● RECORDS SUPPLIED
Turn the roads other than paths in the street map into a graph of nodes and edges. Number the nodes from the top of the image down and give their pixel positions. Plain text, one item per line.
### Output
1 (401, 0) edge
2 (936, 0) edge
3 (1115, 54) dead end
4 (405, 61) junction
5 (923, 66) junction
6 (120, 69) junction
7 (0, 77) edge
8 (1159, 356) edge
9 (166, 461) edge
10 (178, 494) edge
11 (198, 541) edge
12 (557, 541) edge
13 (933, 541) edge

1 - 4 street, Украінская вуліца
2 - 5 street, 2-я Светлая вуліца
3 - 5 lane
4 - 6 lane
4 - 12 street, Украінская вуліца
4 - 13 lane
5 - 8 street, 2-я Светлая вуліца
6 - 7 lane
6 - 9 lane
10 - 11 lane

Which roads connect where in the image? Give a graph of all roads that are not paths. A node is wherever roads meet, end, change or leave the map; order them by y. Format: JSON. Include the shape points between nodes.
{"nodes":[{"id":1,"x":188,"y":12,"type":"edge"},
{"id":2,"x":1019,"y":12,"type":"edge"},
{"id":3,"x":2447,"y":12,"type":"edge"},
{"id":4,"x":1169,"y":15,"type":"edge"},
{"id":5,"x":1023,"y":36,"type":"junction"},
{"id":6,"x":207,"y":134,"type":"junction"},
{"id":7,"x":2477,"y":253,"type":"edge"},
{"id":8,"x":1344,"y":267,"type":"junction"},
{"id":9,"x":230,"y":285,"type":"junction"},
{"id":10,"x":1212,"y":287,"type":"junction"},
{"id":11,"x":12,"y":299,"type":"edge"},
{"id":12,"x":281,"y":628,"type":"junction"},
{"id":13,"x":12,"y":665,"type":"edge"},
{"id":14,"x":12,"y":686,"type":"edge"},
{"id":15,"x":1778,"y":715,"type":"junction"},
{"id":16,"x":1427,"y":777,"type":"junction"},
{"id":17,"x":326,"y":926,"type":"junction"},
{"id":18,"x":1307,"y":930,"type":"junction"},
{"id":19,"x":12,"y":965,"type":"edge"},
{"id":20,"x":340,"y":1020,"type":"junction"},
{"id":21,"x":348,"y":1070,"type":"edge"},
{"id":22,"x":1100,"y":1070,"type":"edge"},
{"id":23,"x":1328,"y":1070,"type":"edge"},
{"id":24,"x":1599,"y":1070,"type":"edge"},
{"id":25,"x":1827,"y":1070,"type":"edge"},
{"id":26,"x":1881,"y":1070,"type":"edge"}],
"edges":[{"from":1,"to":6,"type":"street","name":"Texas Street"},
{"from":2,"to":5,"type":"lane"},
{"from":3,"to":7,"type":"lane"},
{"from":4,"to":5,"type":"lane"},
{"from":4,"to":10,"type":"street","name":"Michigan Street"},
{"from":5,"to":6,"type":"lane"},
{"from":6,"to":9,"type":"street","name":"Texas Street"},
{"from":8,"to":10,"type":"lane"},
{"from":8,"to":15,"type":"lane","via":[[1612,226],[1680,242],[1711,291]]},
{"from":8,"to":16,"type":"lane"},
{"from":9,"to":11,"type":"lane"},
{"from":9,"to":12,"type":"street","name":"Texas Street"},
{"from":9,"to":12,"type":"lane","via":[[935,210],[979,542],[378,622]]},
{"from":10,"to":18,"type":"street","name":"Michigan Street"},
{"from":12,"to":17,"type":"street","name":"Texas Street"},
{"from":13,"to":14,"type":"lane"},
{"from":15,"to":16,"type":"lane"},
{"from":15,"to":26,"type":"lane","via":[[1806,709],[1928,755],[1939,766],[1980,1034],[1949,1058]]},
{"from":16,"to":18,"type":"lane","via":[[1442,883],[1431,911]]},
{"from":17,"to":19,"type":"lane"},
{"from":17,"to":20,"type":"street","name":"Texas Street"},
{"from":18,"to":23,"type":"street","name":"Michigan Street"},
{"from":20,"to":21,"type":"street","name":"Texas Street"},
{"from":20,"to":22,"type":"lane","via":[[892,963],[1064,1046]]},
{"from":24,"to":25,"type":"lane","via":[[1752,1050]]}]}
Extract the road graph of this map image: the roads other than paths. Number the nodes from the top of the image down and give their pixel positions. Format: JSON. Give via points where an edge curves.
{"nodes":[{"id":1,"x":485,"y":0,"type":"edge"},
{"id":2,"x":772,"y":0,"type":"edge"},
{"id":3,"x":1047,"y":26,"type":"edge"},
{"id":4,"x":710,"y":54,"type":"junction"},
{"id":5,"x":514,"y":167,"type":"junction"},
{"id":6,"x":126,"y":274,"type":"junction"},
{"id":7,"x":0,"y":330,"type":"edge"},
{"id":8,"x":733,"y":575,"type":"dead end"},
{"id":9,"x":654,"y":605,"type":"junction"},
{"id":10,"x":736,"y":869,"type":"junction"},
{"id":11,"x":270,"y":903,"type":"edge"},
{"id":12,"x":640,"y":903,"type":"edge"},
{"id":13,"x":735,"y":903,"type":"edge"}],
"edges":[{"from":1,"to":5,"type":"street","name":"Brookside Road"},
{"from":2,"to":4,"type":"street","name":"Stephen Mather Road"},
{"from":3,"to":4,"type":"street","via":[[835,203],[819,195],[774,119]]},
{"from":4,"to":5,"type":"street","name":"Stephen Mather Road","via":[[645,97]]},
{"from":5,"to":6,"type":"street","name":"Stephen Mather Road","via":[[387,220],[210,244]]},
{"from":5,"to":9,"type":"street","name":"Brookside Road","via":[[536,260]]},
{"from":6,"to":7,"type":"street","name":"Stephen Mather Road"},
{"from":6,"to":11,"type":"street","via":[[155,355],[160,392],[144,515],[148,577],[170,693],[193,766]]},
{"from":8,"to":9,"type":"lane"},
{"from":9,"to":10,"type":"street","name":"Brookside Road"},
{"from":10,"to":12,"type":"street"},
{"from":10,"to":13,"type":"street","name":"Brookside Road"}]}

● EXERCISE BRIEF
The answer must be every line from the records above that contains the word "than", copied out.

● FINISHED TASK
Turn the roads other than paths in the street map into a graph of nodes and edges. Number the nodes from the top of the image down and give their pixel positions. Plain text, one item per line.
Extract the road graph of this map image: the roads other than paths. Number the nodes from the top of the image down and give their pixel positions. Format: JSON. Give via points where an edge curves.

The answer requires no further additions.